En réalité, accuser son adversaire pour mieux se défendre est un procédé dialectique courant, lorsque le mensonge reste le seul argument face à l’évidence. Ce n’est certainement pas une démarche journalistique. Hélas, le temps des Albert Londres, Kessel, ou Desgraupes est bien révolu. Le journalisme français est devenu un journalisme d’opinion.
Qui sont en effet les auteurs de ce texte, plus proche d’un tract que d’un article ? Frank « Mourad » Papazian appartient à la FRA, la Fédération Révolutionnaire Arménienne (parit Dashnak en Arménie), responsable d’actions violentes dans de nombreux pays, y compris aux États-Unis. Militant actif de l’arménisation du Haut-Karabakh, il est l’un des lobbyistes arméniens les plus puissants de France. Au travers de ses 38 écoles de journalisme réparties dans toute le pays, il diffuse largement auprès des futurs journalistes le point de vue des séparatistes arméniens. Son récent rachat du Who’s who lui donne également l’opportunité de récompenser, par une présence dans l’emblématique annuaire, ceux qui soutiennent le rattachement du Karabakh à l’Arménie. A ce titre, il apparaît comme l’un des ennemis jurés du premier ministre arménien Nikol Pachinyan qui souhaite renouer des relations normales avec ses voisins, l’Azerbaidjan et la Turquie. Papazian a même organisé une attaque (certes sans brutalité) du convoi de Nikol Pachinyan en visite en France le 1er juin 2021, ce qui lui avait valu une interdiction de séjour en Arménie de deux ans. Après la levée de cette interdiction, Papazian s’est entretenu avec l’opposant religieux Bagrat Serpazan pour renverser le gouvernement arménien.
Jean-Marc « Ara » Toranian fut le dirigeant du Mouvement National Arménien, branche politique de l’ASALA (Armée secrète arménienne de libération de l'Arménie), responsable de nombreux attentats meurtriers en France, notamment celui en 1983 à l’aéroport d’Orly qui fit de nombreuses victimes. Sa garde à vue, après une manifestation de soutien à l’ASALA, l’amena à prendre ses distances et même à collaborer avec les autorités françaises, ce qui lui permit de se refaire une virginité au point d’être aujourd’hui un proche d’Emmanuel Macron. Son ex-épouse, Valérie, est directrice de la rédaction du magazine Le Point. Son actuel époux, Franz-Olivier Giesbert, a été directeur de la rédaction du Nouvel Observateur, directeur des rédactions du Figaro, puis directeur du Point, dont il est aujourd’hui éditorialiste.

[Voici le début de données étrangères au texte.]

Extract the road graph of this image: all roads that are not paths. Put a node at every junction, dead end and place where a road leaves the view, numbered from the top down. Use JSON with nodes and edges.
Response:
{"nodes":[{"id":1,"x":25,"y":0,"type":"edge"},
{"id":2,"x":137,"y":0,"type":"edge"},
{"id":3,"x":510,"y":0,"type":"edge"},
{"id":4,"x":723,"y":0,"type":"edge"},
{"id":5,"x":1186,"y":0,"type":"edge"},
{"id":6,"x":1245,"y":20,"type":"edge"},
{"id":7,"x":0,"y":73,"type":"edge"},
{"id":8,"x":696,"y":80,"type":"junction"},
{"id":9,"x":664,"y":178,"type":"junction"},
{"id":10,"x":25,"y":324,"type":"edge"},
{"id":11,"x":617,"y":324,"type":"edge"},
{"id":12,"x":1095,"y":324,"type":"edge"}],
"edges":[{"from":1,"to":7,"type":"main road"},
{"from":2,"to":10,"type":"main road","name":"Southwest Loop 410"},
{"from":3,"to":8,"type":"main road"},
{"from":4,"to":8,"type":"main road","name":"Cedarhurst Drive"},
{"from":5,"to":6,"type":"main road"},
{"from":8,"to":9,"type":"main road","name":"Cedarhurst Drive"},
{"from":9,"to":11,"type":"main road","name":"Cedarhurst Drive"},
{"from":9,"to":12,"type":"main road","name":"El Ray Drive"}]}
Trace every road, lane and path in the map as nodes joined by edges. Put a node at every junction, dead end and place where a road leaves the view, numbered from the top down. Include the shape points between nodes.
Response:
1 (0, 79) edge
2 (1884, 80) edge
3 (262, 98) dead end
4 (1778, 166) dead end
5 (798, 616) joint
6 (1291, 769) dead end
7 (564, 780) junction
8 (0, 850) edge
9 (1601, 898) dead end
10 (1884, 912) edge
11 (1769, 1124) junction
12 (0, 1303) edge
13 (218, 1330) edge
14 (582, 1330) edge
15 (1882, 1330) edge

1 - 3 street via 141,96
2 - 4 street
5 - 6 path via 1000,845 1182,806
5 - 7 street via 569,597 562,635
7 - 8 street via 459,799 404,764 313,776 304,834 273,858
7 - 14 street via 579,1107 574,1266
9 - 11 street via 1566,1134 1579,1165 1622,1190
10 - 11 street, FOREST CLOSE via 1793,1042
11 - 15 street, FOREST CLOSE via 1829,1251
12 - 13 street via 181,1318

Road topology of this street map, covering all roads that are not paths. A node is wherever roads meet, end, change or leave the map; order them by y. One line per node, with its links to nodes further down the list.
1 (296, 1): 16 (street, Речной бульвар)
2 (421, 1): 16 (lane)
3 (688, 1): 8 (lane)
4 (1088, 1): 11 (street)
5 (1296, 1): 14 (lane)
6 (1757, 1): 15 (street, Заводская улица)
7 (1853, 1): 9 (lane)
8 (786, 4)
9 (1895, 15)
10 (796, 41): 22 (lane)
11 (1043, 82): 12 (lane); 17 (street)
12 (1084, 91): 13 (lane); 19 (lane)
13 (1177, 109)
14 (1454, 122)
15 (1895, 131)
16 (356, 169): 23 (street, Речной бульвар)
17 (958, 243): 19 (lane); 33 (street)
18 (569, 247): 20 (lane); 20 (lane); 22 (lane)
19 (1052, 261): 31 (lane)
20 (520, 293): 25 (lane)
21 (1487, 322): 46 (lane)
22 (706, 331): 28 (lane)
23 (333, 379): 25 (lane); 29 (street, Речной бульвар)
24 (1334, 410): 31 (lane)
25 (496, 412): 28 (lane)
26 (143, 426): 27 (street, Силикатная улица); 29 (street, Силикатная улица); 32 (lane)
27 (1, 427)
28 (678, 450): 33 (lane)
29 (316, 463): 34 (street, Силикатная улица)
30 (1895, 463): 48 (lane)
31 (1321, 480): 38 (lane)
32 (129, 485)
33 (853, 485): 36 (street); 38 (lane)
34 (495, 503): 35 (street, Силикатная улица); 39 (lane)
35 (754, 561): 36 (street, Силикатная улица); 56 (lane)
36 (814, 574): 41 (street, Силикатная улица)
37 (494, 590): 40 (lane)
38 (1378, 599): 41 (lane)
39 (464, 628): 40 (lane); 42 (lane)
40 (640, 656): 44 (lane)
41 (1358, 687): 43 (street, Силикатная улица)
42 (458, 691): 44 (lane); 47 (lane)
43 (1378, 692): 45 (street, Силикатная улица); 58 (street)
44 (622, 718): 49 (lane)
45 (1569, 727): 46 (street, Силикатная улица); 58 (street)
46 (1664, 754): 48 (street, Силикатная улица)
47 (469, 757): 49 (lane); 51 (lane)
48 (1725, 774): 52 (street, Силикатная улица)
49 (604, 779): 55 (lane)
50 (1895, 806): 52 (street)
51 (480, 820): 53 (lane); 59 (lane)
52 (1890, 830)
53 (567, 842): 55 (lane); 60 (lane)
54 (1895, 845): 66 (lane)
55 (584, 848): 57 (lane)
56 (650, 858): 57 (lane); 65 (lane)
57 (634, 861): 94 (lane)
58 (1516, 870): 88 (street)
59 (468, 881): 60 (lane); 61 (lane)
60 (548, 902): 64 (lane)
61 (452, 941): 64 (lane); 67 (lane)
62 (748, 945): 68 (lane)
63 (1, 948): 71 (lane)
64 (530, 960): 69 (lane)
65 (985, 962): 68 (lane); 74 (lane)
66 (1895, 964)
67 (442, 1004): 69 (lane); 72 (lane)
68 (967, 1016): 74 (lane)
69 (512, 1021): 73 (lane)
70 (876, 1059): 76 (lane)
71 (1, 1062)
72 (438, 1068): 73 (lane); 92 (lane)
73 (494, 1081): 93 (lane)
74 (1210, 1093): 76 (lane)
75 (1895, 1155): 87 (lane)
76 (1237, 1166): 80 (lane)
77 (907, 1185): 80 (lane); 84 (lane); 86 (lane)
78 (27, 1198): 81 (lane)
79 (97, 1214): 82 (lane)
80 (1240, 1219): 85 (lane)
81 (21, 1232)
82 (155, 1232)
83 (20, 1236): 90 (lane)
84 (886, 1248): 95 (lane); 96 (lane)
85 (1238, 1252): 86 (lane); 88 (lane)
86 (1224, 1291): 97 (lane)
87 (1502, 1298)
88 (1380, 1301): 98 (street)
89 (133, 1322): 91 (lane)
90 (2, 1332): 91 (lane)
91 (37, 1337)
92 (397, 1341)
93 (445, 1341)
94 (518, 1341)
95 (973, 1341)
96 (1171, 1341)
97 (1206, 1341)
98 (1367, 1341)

La collusion entre les éléments les plus extrémistes de la diaspora arménienne en France et la presse pose un véritable problème de déontologie. Jean-Christophe Buisson, rédacteur en chef adjoint chargé de « la culture et de l’art de vivre » du Figaro magazine, a fait de l’hebdomadaire un véritable organe de propagande des thèses nationalistes arméniennes. Proche des milieux d’extrême-droite, il fut un défenseur acharné du nationalisme serbe, et utilise aujourd’hui les colonnes de son journal pour soutenir l’action des séparatistes arméniens. Il a même reçu en 2022 la Médaille de la Reconnaissance de la République d'Arménie.
Que penser de tout cela ? S’attrister de la dégénérescence du journalisme français ou ne pas lui porter plus d’attention qu’elle ne le mérite. Car la bonne nouvelle, c’est que personne ne lit plus cette presse-là. Avec ses 150 000 lecteurs hebdomadaires, le Figaro magazine n’interesse plus beaucoup de gens. A un critique qui lui demandait « Qu’avez-vous pensé de mon papier ? », l’écrivain Henri Jeanson répondit : « Je l’ai parcouru d’un derrière distrait ».